▶ **Your objective**:
Restate the whole of the data verbatim, omitting nothing.

▶ **Supplied records**:
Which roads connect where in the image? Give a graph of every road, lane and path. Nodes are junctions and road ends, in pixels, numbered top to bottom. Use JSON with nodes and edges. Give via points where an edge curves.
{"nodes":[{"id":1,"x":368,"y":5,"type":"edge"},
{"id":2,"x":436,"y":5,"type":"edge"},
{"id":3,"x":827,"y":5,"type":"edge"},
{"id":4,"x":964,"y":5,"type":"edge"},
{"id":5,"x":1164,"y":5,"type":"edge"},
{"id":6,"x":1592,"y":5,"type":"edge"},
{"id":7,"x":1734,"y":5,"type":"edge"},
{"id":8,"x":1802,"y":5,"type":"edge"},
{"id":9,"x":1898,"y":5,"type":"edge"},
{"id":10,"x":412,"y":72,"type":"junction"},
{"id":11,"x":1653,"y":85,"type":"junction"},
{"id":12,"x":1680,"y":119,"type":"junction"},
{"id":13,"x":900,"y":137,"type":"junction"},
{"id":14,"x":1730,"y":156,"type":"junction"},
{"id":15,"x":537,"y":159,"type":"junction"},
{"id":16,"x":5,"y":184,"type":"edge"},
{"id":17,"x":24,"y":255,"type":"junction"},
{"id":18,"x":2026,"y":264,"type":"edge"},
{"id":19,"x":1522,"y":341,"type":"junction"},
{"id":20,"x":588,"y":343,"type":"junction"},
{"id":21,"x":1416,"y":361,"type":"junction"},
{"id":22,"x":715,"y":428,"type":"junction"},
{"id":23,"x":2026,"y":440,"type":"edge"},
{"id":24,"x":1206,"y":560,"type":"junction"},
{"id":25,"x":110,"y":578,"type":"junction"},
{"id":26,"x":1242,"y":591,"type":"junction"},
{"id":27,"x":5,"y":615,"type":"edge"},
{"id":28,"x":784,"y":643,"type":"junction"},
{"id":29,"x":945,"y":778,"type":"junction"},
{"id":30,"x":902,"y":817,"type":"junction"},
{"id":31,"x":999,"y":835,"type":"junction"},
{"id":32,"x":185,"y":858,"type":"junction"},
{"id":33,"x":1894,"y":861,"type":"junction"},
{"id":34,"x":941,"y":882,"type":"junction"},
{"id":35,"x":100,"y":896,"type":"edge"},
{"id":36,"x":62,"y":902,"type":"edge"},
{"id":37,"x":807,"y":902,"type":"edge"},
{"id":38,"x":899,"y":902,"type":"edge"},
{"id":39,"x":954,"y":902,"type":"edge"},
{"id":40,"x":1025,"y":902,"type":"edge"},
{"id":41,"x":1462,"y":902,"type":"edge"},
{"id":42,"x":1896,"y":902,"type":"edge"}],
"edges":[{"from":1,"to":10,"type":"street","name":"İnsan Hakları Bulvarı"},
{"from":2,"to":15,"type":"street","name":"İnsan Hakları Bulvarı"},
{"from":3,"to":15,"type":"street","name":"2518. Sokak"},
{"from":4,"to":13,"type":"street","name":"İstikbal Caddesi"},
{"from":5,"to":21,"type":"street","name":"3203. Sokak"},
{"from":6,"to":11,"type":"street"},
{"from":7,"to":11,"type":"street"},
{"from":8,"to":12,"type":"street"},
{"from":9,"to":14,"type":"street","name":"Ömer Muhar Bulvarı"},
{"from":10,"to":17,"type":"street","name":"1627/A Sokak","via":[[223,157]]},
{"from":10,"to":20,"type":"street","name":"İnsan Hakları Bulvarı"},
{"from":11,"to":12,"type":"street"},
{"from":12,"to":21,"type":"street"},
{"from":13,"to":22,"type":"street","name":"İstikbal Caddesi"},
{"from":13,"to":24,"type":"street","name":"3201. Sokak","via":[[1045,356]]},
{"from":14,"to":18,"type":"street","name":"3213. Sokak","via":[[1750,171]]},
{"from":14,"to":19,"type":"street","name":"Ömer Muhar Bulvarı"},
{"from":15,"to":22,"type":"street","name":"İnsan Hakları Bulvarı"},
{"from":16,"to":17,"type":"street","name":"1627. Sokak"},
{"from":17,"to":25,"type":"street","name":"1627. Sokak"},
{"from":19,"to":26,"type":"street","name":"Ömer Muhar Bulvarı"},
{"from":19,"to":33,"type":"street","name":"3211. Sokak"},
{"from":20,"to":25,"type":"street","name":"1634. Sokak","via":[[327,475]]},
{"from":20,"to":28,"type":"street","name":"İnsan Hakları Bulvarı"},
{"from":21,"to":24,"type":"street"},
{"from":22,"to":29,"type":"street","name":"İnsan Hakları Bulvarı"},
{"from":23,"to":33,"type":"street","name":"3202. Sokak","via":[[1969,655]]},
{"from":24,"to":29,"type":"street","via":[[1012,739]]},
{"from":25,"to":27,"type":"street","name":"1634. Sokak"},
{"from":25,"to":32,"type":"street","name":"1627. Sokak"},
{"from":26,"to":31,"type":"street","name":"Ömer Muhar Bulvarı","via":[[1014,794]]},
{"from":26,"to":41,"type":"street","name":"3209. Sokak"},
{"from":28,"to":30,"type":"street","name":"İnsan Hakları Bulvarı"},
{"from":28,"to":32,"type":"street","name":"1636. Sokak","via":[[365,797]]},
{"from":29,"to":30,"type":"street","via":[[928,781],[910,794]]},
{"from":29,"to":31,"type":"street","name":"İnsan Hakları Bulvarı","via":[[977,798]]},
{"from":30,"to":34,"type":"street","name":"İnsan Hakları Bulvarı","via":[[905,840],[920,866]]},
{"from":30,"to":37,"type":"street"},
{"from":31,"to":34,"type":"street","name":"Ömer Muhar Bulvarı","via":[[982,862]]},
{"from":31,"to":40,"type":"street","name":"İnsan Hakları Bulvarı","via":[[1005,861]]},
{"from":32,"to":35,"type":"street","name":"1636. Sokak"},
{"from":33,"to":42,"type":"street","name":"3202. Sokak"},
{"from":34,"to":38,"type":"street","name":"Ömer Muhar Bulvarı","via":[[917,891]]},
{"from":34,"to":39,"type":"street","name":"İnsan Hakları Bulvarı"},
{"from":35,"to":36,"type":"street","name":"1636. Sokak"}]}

▶ **Your solution**:
Which roads connect where in the image? Give a graph of every road, lane and path. Nodes are junctions and road ends, in pixels, numbered top to bottom. Use JSON with nodes and edges. Give via points where an edge curves.
{"nodes":[{"id":1,"x":368,"y":5,"type":"edge"},
{"id":2,"x":436,"y":5,"type":"edge"},
{"id":3,"x":827,"y":5,"type":"edge"},
{"id":4,"x":964,"y":5,"type":"edge"},
{"id":5,"x":1164,"y":5,"type":"edge"},
{"id":6,"x":1592,"y":5,"type":"edge"},
{"id":7,"x":1734,"y":5,"type":"edge"},
{"id":8,"x":1802,"y":5,"type":"edge"},
{"id":9,"x":1898,"y":5,"type":"edge"},
{"id":10,"x":412,"y":72,"type":"junction"},
{"id":11,"x":1653,"y":85,"type":"junction"},
{"id":12,"x":1680,"y":119,"type":"junction"},
{"id":13,"x":900,"y":137,"type":"junction"},
{"id":14,"x":1730,"y":156,"type":"junction"},
{"id":15,"x":537,"y":159,"type":"junction"},
{"id":16,"x":5,"y":184,"type":"edge"},
{"id":17,"x":24,"y":255,"type":"junction"},
{"id":18,"x":2026,"y":264,"type":"edge"},
{"id":19,"x":1522,"y":341,"type":"junction"},
{"id":20,"x":588,"y":343,"type":"junction"},
{"id":21,"x":1416,"y":361,"type":"junction"},
{"id":22,"x":715,"y":428,"type":"junction"},
{"id":23,"x":2026,"y":440,"type":"edge"},
{"id":24,"x":1206,"y":560,"type":"junction"},
{"id":25,"x":110,"y":578,"type":"junction"},
{"id":26,"x":1242,"y":591,"type":"junction"},
{"id":27,"x":5,"y":615,"type":"edge"},
{"id":28,"x":784,"y":643,"type":"junction"},
{"id":29,"x":945,"y":778,"type":"junction"},
{"id":30,"x":902,"y":817,"type":"junction"},
{"id":31,"x":999,"y":835,"type":"junction"},
{"id":32,"x":185,"y":858,"type":"junction"},
{"id":33,"x":1894,"y":861,"type":"junction"},
{"id":34,"x":941,"y":882,"type":"junction"},
{"id":35,"x":100,"y":896,"type":"edge"},
{"id":36,"x":62,"y":902,"type":"edge"},
{"id":37,"x":807,"y":902,"type":"edge"},
{"id":38,"x":899,"y":902,"type":"edge"},
{"id":39,"x":954,"y":902,"type":"edge"},
{"id":40,"x":1025,"y":902,"type":"edge"},
{"id":41,"x":1462,"y":902,"type":"edge"},
{"id":42,"x":1896,"y":902,"type":"edge"}],
"edges":[{"from":1,"to":10,"type":"street","name":"İnsan Hakları Bulvarı"},
{"from":2,"to":15,"type":"street","name":"İnsan Hakları Bulvarı"},
{"from":3,"to":15,"type":"street","name":"2518. Sokak"},
{"from":4,"to":13,"type":"street","name":"İstikbal Caddesi"},
{"from":5,"to":21,"type":"street","name":"3203. Sokak"},
{"from":6,"to":11,"type":"street"},
{"from":7,"to":11,"type":"street"},
{"from":8,"to":12,"type":"street"},
{"from":9,"to":14,"type":"street","name":"Ömer Muhar Bulvarı"},
{"from":10,"to":17,"type":"street","name":"1627/A Sokak","via":[[223,157]]},
{"from":10,"to":20,"type":"street","name":"İnsan Hakları Bulvarı"},
{"from":11,"to":12,"type":"street"},
{"from":12,"to":21,"type":"street"},
{"from":13,"to":22,"type":"street","name":"İstikbal Caddesi"},
{"from":13,"to":24,"type":"street","name":"3201. Sokak","via":[[1045,356]]},
{"from":14,"to":18,"type":"street","name":"3213. Sokak","via":[[1750,171]]},
{"from":14,"to":19,"type":"street","name":"Ömer Muhar Bulvarı"},
{"from":15,"to":22,"type":"street","name":"İnsan Hakları Bulvarı"},
{"from":16,"to":17,"type":"street","name":"1627. Sokak"},
{"from":17,"to":25,"type":"street","name":"1627. Sokak"},
{"from":19,"to":26,"type":"street","name":"Ömer Muhar Bulvarı"},
{"from":19,"to":33,"type":"street","name":"3211. Sokak"},
{"from":20,"to":25,"type":"street","name":"1634. Sokak","via":[[327,475]]},
{"from":20,"to":28,"type":"street","name":"İnsan Hakları Bulvarı"},
{"from":21,"to":24,"type":"street"},
{"from":22,"to":29,"type":"street","name":"İnsan Hakları Bulvarı"},
{"from":23,"to":33,"type":"street","name":"3202. Sokak","via":[[1969,655]]},
{"from":24,"to":29,"type":"street","via":[[1012,739]]},
{"from":25,"to":27,"type":"street","name":"1634. Sokak"},
{"from":25,"to":32,"type":"street","name":"1627. Sokak"},
{"from":26,"to":31,"type":"street","name":"Ömer Muhar Bulvarı","via":[[1014,794]]},
{"from":26,"to":41,"type":"street","name":"3209. Sokak"},
{"from":28,"to":30,"type":"street","name":"İnsan Hakları Bulvarı"},
{"from":28,"to":32,"type":"street","name":"1636. Sokak","via":[[365,797]]},
{"from":29,"to":30,"type":"street","via":[[928,781],[910,794]]},
{"from":29,"to":31,"type":"street","name":"İnsan Hakları Bulvarı","via":[[977,798]]},
{"from":30,"to":34,"type":"street","name":"İnsan Hakları Bulvarı","via":[[905,840],[920,866]]},
{"from":30,"to":37,"type":"street"},
{"from":31,"to":34,"type":"street","name":"Ömer Muhar Bulvarı","via":[[982,862]]},
{"from":31,"to":40,"type":"street","name":"İnsan Hakları Bulvarı","via":[[1005,861]]},
{"from":32,"to":35,"type":"street","name":"1636. Sokak"},
{"from":33,"to":42,"type":"street","name":"3202. Sokak"},
{"from":34,"to":38,"type":"street","name":"Ömer Muhar Bulvarı","via":[[917,891]]},
{"from":34,"to":39,"type":"street","name":"İnsan Hakları Bulvarı"},
{"from":35,"to":36,"type":"street","name":"1636. Sokak"}]}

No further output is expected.